Dig Deeper What states still celebrate a Confederate Memorial Day? Use Internet resources to help you find the answer.

Space Signals?

Believe it or not, it isn’t unusual for the Earth to receive mysterious radio signals from outer space. However, it is unusual for them to repeat in a regular, predictable pattern. But between September 16, 2018 and October 30, 2019, this is exactly what happened: astrophysicists detected a burst of radio waves (or two) every hour for four days, followed by twelve days of silence. And then this sixteen-day pattern would repeat again and again, on a regular loop.

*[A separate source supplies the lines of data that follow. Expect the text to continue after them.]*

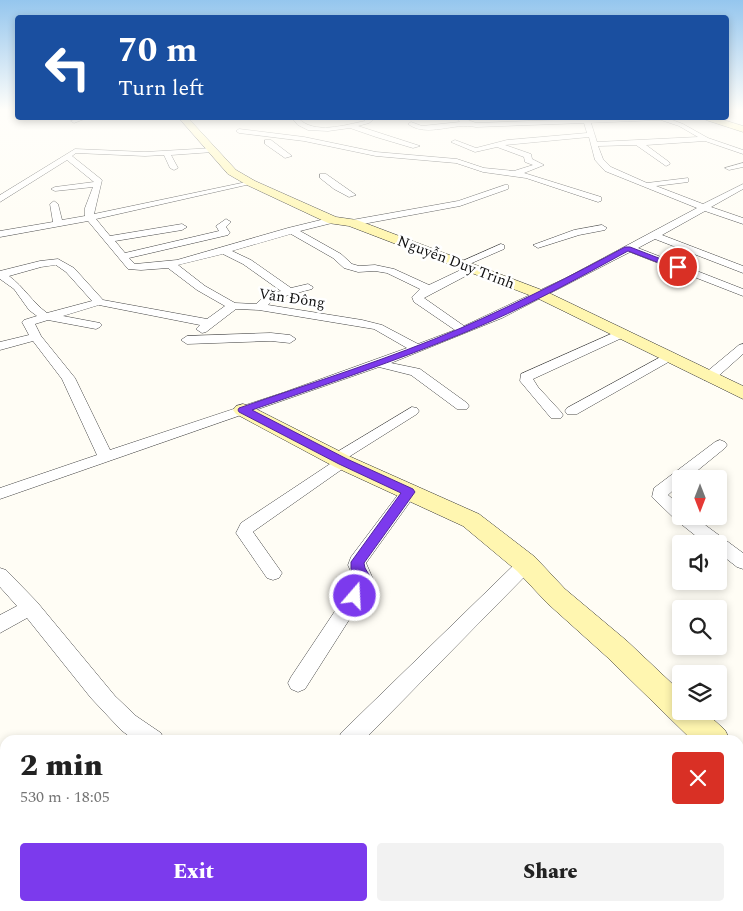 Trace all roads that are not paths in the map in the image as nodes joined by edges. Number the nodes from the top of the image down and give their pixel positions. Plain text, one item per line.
1 (73, 154) edge
2 (153, 154) edge
3 (167, 154) junction
4 (173, 154) edge
5 (216, 154) edge
6 (284, 154) edge
7 (373, 154) edge
8 (522, 154) edge
9 (597, 154) edge
10 (655, 154) edge
11 (67, 156) junction
12 (288, 156) dead end
13 (666, 164) dead end
14 (743, 165) edge
15 (174, 168) dead end
16 (729, 168) dead end
17 (514, 173) junction
18 (323, 176) dead end
19 (685, 180) dead end
20 (251, 183) junction
21 (98, 184) junction
22 (644, 185) junction
23 (743, 186) edge
24 (505, 187) dead end
25 (55, 189) dead end
26 (352, 195) dead end
27 (0, 199) edge
28 (598, 199) dead end
29 (54, 204) dead end
30 (702, 208) junction
31 (90, 218) junction
32 (333, 220) junction
33 (743, 221) edge
34 (58, 222) junction
35 (226, 222) dead end
36 (352, 222) junction
37 (182, 228) dead end
38 (602, 228) dead end
39 (0, 229) edge
40 (15, 230) junction
41 (291, 230) junction
42 (0, 234) edge
43 (653, 235) junction
44 (108, 239) junction
45 (538, 246) dead end
46 (502, 247) dead end
47 (628, 248) junction
48 (224, 251) junction
49 (123, 256) junction
50 (171, 265) junction
51 (467, 266) junction
52 (743, 270) edge
53 (0, 274) edge
54 (308, 287) dead end
55 (428, 289) junction
56 (290, 292) junction
57 (743, 293) edge
58 (542, 295) junction
59 (99, 302) junction
60 (233, 306) junction
61 (259, 307) junction
62 (44, 316) junction
63 (208, 323) junction
64 (96, 325) dead end
65 (463, 330) junction
66 (620, 334) junction
67 (36, 337) junction
68 (290, 339) dead end
69 (0, 346) edge
70 (416, 348) junction
71 (743, 348) edge
72 (668, 357) junction
73 (377, 363) junction
74 (710, 377) junction
75 (743, 393) edge
76 (462, 406) dead end
77 (243, 410) junction
78 (412, 411) dead end
79 (572, 411) dead end
80 (556, 415) dead end
81 (720, 445) dead end
82 (106, 456) junction
83 (340, 460) junction
84 (688, 470) edge
85 (672, 483) edge
86 (409, 492) junction
87 (0, 494) edge
88 (672, 507) edge
89 (694, 525) edge
90 (707, 535) edge
91 (727, 550) edge
92 (743, 562) edge
93 (526, 564) junction
94 (273, 573) dead end
95 (0, 575) edge
96 (30, 607) junction
97 (0, 625) edge
98 (298, 683) dead end
99 (672, 702) edge
100 (692, 720) edge
101 (143, 735) edge
102 (354, 735) edge
103 (708, 735) edge

1 - 11 street
2 - 3 street
3 - 4 street
3 - 15 street
5 - 20 street, Nguyễn Duy Trinh
6 - 12 street
7 - 17 street
8 - 17 street
9 - 22 street
10 - 13 street
11 - 21 street
11 - 27 street
14 - 16 street
17 - 28 street
18 - 26 street
19 - 22 street
20 - 31 street
20 - 32 street, Nguyễn Duy Trinh
21 - 25 street
21 - 31 street
22 - 30 street
23 - 30 street
24 - 36 street
29 - 34 street
30 - 33 street
30 - 43 street
31 - 34 street
31 - 44 street
32 - 36 street, Nguyễn Duy Trinh
32 - 41 street
34 - 40 street
35 - 49 street
36 - 51 street, Nguyễn Duy Trinh
37 - 44 street
38 - 45 street
39 - 40 street
40 - 42 street
41 - 48 street
41 - 55 street
43 - 47 street
43 - 52 street
44 - 49 street
46 - 51 street
47 - 57 street
47 - 58 street
48 - 50 street
48 - 56 street
49 - 50 street
50 - 60 street, Văn Đông
51 - 55 street
51 - 58 street, Nguyễn Duy Trinh
53 - 59 street
53 - 62 street
54 - 56 street
55 - 65 street
56 - 61 street
58 - 65 street
58 - 66 street, Nguyễn Duy Trinh
59 - 62 street
59 - 63 street
60 - 61 street, Văn Đông
60 - 63 street
61 - 70 street, Văn Đông
62 - 64 street
62 - 67 street
63 - 68 street
65 - 70 street
66 - 72 street, Nguyễn Duy Trinh
66 - 80 street
67 - 69 street
67 - 82 street
70 - 73 street
71 - 74 street
72 - 74 street, Nguyễn Duy Trinh
72 - 79 street
73 - 76 street
73 - 77 street
74 - 75 street, Nguyễn Duy Trinh
77 - 82 street
77 - 83 street
78 - 83 street
81 - 84 street
82 - 87 street
83 - 86 street
83 - 94 street
85 - 88 street
86 - 93 street
86 - 98 street
89 - 90 street
91 - 92 street
93 - 99 street
93 - 102 street
95 - 96 street
96 - 97 street
96 - 101 street
100 - 103 street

Does this mean that we are receiving alien signals from outer space? Well, it’s not time to start scanning the sky for UFOs just yet. These fast radio bursts, or FRBs, have been studied by astrophysicists since 2007, though it’s likely that they have been around for billions of years. In the past, these signals have come in short, intense bursts; as a result, scientists assumed that they were the result of some kind of cataclysmic event in deep space, such as two stars colliding with each other. But this time, because the signal repeats itself, this can’t be the case. The regularity of the pattern seems to suggest that the radio waves bursts are being caused by some kind of orbit. One possibility is that it is being brought on by the interaction between a neutron star–which is tiny but extremely dense–and an OB-type star, which is a hot, massive, short-lived star. They could be affecting each other’s orbits and causing the radio bursts to be released at regular intervals, though scientists are not yet certain that this is the cause.

Dig Deeper How far away do FRBs come from? Use Internet resources to help you determine your answer.

The Uncertain Fate of “Silent Sam”

For over one hundred years, on the campus of the University of North Carolina, there stood a statue of a young Confederate soldier holding a rifle. Because he carried no cartridge box for ammunition, the statue came to be known as “Silent Sam.” People have been protesting the statue since the 1960s, but after the tragedy that occurred surrounding another Confederate statue in 2017 in Charlottesville, Virginia, opponents asked that the statue be removed. The university answered that because of a state law protecting any monuments or works of art owned by the state, they couldn’t take it down. Finally, a year after Charlottesville, opponents toppled the statue. “Silent Sam” was then moved indefinitely into storage at the university, with no apparent plan for what would be done with it.

Last year, however, UNC made a deal with the Sons of Confederate Veterans, stating that UNC would give them “Silent Sam,” along with $2.5 million to maintain and preserve it. But a UNC faculty member and a group of students intervened to try to stop the deal from going through. They argued that the university Board of Directors never held any kind of meeting or sought public input about what to do with the statue. Last week, they were successful in their efforts when Orange County Superior Judge Allen Baddour overturned the settlement–meaning that “Silent Sam’s” future remains undecided.

What Do You Think? In your opinion, what should happen to “Silent Sam” (and other controversial monuments)? Who should be responsible for their maintenance and upkeep? Why? Please remember to be respectful with your answer.